[[ Provided material, beginning ]]

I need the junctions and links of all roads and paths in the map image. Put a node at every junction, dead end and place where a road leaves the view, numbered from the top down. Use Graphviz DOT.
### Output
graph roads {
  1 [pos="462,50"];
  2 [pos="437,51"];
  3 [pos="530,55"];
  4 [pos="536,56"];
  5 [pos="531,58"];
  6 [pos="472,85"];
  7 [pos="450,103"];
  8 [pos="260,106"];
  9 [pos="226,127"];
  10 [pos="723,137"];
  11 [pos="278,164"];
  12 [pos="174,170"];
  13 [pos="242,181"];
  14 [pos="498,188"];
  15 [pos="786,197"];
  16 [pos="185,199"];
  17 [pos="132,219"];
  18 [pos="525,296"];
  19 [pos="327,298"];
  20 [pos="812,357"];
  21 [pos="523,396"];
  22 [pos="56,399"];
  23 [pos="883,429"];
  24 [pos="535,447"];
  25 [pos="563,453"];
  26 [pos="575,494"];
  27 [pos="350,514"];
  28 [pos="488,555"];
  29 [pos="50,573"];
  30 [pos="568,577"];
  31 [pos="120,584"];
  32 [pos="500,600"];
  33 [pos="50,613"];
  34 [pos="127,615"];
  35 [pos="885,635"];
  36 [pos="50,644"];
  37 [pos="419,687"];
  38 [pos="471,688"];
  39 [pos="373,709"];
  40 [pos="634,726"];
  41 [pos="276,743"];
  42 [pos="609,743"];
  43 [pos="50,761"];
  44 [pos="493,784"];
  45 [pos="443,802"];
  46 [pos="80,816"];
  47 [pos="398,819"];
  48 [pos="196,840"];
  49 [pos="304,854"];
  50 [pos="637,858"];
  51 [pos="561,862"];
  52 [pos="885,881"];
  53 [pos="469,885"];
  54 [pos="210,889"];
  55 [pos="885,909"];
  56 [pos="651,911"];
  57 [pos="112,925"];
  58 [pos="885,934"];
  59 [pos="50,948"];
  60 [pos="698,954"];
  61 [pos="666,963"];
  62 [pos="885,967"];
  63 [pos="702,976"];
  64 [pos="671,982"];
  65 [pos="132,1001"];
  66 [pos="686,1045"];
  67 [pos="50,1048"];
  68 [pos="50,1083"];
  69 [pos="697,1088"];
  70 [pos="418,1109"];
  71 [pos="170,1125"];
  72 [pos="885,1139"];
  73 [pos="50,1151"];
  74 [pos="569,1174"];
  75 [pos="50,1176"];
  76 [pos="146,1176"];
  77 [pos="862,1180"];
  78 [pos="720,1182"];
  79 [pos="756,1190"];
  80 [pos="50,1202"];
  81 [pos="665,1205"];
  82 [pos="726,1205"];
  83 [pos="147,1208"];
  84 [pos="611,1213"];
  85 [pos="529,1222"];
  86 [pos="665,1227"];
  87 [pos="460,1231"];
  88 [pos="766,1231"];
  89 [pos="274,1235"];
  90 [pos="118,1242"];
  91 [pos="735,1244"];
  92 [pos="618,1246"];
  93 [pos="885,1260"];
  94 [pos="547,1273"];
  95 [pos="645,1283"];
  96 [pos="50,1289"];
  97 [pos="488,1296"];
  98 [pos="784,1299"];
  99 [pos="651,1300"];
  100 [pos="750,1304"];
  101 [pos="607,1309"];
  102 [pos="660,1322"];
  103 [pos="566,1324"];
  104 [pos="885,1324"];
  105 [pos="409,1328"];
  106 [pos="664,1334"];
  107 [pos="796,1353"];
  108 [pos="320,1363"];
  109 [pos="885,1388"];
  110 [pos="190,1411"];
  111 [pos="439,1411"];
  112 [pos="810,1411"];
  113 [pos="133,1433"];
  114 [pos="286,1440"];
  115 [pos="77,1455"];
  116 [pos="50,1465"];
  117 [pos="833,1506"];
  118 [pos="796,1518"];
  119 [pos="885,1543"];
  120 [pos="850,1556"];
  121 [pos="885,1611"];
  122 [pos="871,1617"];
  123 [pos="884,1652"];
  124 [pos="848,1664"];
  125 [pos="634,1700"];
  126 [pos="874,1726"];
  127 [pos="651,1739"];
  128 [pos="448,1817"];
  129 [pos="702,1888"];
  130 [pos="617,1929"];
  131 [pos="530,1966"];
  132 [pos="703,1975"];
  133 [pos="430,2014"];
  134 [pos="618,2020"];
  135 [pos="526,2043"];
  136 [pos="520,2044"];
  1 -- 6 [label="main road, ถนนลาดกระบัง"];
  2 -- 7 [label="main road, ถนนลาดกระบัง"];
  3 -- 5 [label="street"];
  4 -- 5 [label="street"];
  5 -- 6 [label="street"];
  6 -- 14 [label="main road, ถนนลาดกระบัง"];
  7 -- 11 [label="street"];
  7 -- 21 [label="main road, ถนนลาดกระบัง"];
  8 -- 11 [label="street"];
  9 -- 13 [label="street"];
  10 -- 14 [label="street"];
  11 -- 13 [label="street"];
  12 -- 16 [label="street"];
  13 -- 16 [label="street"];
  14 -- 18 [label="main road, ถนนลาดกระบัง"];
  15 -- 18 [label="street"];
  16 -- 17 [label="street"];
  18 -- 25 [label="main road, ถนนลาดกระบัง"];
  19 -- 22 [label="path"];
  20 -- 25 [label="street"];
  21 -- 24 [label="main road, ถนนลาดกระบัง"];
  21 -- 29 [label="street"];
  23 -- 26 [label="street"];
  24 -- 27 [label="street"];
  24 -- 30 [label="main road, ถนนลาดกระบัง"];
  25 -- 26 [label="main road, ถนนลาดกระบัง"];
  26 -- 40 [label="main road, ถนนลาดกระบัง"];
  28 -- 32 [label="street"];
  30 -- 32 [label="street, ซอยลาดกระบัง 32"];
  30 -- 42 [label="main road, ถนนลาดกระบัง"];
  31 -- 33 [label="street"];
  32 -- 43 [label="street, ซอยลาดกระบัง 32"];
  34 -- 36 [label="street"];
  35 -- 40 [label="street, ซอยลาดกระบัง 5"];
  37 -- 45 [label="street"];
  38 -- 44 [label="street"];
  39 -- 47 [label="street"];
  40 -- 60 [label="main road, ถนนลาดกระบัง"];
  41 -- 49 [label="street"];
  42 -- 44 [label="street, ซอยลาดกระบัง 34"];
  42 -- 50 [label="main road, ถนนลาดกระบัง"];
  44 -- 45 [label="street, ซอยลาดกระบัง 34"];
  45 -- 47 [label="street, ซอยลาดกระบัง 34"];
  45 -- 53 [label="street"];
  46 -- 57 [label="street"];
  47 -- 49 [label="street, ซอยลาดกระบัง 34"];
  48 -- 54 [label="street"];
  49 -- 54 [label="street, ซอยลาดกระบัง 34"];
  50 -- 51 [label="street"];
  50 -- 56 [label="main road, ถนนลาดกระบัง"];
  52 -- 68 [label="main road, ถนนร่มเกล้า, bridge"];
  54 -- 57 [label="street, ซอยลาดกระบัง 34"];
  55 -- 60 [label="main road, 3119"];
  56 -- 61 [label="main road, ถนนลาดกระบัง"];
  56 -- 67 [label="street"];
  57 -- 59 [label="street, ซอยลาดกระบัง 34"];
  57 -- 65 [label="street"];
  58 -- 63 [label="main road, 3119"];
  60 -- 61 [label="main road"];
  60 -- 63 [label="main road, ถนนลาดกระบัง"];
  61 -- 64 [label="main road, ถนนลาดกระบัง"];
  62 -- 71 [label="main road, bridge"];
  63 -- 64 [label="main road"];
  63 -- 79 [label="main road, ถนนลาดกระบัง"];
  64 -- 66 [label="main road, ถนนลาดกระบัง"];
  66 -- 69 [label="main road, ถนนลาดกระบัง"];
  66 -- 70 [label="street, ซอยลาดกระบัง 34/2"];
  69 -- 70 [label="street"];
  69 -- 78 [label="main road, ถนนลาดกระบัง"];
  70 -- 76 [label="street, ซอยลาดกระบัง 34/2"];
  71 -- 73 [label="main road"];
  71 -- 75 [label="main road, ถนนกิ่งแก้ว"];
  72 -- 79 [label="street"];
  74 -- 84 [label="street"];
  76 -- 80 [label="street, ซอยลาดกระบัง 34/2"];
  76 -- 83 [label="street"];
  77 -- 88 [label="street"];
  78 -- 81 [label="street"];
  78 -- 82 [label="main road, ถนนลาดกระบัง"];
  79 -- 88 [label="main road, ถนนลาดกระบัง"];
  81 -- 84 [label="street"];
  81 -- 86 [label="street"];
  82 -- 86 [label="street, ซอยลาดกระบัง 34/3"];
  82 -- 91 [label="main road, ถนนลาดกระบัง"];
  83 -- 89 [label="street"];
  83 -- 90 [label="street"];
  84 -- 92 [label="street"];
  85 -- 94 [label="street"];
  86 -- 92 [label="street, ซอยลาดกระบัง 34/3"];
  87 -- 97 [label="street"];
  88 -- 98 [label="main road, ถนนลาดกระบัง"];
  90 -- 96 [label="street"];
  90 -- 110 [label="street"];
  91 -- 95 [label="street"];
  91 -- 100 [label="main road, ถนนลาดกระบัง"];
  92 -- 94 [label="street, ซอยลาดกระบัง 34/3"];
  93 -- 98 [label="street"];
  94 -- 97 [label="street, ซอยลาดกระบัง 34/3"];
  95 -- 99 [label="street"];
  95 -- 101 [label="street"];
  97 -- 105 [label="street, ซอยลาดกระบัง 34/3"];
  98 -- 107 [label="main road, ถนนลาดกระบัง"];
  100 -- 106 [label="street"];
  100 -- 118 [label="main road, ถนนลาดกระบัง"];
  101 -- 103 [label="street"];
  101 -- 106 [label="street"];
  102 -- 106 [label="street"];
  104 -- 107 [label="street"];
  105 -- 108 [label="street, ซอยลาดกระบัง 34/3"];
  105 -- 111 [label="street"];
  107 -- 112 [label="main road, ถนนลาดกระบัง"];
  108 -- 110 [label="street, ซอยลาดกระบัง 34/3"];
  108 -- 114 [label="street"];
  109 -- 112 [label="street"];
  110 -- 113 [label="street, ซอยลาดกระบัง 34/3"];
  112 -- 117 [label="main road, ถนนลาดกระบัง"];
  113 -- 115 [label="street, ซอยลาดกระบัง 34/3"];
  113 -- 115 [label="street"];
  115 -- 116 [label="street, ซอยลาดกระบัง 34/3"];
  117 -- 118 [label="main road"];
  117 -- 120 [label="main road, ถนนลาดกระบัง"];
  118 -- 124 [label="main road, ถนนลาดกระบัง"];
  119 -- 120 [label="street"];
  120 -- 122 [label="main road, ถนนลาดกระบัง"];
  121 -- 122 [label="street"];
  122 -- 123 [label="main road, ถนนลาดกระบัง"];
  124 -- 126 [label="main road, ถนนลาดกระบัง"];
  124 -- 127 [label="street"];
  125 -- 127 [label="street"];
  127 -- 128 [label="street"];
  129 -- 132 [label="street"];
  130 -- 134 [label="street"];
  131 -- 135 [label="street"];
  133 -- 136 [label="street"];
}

[[ Provided material, end ]]

Show every line from the entries that includes the word "roads".

I need the junctions and links of all roads and paths in the map image. Put a node at every junction, dead end and place where a road leaves the view, numbered from the top down. Use Graphviz DOT.
graph roads {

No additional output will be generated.